Researchers estimate that more than 3.1 million Hispanic households are at elevated risk for food insecurity. However, language barriers can thwart efforts to assess how many more are at risk.
Daphne Hernandez, PhD, associate professor with Cizik School of Nursing at UTHealth Houston, plans to use a two-year grant to develop a more accurate way to identify the risk of food insecurity among Spanish-speaking immigrant parents with low or limited English proficiency.
Hernandez is the primary investigator on the new project, “Evaluation of Food Security Scales among Hispanic Parents: A Cognitive Interview and Psychometric Properties Study.” The work is funded with $169,000 through a R03 grant from the National Institute of Child Health and Human Development (NICHD), part of the National Institutes of Health.
“We may be missing many Hispanic families facing food insecurity because parents who struggle with English might not interpret the words as intended on the surveys we most commonly use,” Hernandez said. “The goal of this project is to develop a new measurement tool that can be applied to other research studies focusing on Spanish-speaking parents with low or limited English proficiency.”

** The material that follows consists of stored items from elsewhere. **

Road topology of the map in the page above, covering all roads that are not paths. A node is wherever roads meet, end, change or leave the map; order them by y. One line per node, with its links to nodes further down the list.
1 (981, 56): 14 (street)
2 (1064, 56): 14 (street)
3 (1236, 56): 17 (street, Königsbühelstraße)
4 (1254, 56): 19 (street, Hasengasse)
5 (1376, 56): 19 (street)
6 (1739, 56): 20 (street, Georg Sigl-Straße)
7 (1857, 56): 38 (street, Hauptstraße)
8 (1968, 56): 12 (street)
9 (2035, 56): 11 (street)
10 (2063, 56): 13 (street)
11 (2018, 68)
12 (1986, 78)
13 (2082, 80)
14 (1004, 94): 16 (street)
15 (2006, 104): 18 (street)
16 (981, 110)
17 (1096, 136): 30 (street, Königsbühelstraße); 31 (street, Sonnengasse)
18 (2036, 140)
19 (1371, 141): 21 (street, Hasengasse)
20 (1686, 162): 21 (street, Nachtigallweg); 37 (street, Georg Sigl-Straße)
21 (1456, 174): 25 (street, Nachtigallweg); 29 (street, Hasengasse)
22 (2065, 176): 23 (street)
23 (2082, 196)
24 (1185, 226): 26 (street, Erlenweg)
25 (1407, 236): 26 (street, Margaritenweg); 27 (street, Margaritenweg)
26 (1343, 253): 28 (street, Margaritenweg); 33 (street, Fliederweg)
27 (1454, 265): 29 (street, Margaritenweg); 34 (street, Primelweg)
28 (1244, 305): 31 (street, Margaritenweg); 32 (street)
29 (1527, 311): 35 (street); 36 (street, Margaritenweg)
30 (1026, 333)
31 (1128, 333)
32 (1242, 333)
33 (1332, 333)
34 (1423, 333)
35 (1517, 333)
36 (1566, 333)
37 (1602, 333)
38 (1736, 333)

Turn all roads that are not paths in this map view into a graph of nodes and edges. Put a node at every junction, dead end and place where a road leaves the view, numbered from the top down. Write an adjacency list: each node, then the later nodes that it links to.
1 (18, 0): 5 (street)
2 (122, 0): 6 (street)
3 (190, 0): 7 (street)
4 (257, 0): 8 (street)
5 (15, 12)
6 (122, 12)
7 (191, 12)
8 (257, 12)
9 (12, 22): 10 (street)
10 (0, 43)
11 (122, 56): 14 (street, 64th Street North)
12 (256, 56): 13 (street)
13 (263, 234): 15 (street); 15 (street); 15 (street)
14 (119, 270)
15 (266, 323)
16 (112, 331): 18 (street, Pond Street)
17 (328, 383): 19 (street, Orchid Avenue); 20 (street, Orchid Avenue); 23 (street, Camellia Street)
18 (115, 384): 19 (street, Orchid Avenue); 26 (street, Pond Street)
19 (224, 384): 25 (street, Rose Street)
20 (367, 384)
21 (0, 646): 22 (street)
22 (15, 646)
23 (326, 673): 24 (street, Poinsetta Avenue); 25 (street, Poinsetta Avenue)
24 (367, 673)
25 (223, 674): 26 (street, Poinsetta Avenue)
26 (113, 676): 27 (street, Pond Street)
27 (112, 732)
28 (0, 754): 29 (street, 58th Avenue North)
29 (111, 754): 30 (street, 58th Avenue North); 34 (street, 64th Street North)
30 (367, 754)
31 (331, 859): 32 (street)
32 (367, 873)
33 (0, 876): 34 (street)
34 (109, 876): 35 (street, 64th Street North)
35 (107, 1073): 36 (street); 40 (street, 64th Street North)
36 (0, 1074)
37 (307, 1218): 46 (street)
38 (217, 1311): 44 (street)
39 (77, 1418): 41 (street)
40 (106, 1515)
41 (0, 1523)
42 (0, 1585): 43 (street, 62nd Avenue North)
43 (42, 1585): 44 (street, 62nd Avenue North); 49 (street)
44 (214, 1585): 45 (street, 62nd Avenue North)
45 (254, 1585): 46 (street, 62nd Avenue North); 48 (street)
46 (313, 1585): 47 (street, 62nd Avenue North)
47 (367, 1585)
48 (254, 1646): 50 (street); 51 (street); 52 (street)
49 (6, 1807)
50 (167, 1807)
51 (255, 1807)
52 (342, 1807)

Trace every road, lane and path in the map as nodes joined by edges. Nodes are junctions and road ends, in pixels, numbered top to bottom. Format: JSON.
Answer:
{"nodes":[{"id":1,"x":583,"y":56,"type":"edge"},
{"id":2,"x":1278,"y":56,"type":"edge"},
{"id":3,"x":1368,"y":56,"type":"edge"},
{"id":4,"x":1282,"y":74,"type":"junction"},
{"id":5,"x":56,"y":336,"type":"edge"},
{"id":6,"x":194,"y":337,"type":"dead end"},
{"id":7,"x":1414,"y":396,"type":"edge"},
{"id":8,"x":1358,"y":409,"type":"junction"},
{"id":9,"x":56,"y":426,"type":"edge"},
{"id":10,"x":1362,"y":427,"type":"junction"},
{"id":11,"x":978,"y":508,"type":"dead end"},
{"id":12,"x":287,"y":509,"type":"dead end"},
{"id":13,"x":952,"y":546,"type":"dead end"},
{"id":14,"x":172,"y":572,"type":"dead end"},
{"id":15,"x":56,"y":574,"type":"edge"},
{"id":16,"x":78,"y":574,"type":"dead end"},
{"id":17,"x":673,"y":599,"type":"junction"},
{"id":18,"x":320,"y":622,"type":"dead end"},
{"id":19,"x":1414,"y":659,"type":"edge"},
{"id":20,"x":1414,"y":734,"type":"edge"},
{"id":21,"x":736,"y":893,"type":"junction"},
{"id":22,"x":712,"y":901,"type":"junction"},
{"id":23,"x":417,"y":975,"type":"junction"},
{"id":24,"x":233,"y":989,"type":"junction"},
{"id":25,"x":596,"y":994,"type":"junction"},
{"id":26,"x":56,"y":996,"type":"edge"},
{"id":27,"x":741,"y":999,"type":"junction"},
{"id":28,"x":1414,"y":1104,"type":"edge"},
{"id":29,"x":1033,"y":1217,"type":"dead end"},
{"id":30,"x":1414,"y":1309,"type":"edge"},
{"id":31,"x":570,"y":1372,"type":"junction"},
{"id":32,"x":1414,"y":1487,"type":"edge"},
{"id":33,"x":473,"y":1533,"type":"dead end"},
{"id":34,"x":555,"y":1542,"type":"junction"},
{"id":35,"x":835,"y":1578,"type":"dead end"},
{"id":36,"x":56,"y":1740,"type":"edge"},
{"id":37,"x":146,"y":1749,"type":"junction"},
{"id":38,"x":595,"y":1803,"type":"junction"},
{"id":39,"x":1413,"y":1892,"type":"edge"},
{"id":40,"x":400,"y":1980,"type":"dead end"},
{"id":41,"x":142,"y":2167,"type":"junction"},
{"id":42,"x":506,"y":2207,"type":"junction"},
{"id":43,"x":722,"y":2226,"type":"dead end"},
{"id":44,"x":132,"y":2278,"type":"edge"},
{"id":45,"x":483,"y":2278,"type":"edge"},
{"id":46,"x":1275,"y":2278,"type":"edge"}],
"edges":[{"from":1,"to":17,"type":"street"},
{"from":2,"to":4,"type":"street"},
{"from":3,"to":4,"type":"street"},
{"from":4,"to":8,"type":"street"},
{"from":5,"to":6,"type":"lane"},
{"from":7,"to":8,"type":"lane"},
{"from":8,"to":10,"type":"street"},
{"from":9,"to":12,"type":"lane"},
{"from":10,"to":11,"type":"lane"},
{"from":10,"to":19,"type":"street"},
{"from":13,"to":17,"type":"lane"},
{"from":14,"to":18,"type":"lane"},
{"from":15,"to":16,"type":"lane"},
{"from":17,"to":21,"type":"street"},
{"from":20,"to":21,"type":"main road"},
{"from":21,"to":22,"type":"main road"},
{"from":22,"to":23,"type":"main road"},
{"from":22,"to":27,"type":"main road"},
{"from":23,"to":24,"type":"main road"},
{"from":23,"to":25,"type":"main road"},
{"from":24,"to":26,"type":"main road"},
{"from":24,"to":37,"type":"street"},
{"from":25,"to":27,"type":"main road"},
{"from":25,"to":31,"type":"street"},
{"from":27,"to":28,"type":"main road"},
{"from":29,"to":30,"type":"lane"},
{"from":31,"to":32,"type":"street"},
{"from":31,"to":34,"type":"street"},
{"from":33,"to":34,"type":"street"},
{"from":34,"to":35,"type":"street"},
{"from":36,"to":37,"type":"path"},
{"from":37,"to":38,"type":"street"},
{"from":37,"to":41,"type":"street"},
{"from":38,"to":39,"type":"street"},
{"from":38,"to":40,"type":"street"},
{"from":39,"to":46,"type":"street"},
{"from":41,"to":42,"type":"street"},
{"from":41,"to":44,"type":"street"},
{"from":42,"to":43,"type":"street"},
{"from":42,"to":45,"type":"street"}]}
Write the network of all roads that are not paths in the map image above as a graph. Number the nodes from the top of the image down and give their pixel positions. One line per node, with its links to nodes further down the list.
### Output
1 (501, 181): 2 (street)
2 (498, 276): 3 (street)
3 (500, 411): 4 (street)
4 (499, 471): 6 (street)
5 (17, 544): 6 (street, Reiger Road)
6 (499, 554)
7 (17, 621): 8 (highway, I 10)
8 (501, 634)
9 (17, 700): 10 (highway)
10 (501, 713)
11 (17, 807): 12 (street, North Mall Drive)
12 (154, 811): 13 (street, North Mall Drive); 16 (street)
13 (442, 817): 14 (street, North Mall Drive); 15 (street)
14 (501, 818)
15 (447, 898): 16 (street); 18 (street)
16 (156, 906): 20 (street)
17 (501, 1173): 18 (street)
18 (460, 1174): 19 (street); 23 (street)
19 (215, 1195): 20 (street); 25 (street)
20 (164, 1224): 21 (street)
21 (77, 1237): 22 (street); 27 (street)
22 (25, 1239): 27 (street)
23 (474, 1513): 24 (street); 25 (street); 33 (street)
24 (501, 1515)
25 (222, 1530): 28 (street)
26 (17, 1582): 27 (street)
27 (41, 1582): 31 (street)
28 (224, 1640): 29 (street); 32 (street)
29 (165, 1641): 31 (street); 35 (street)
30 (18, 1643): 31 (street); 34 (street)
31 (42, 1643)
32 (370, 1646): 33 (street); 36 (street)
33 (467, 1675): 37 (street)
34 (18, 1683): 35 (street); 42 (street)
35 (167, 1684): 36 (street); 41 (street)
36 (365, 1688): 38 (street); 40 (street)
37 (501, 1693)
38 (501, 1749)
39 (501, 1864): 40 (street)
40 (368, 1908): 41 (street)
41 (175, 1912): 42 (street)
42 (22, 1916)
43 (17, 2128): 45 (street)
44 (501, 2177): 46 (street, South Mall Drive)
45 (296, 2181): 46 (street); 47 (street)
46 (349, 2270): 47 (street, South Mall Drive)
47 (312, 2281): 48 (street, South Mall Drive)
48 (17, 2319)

The Houston-based study will enroll about 60 adults in its first phase and 150 in its second phase. The research team will conduct surveys as well as cognitive and focus-group interviews to learn more about how the target population of immigrant parents conceptualizes food insecurity.
Serving as co-investigators on the grant are Wenyaw Chan, PhD, professor of biostatistics at UTHealth Houston School of Public Health, and Rickelle Richards, PhD, an associate professor of nutrition, dietetics, and food science at Brigham Young University in Provo, Utah.
The NICHD study builds on Hernandez’ extensive research into food insecurity, housing instability, homelessness, the health of Hispanic immigrant families, barriers to physical activity and nutrition, and obesity.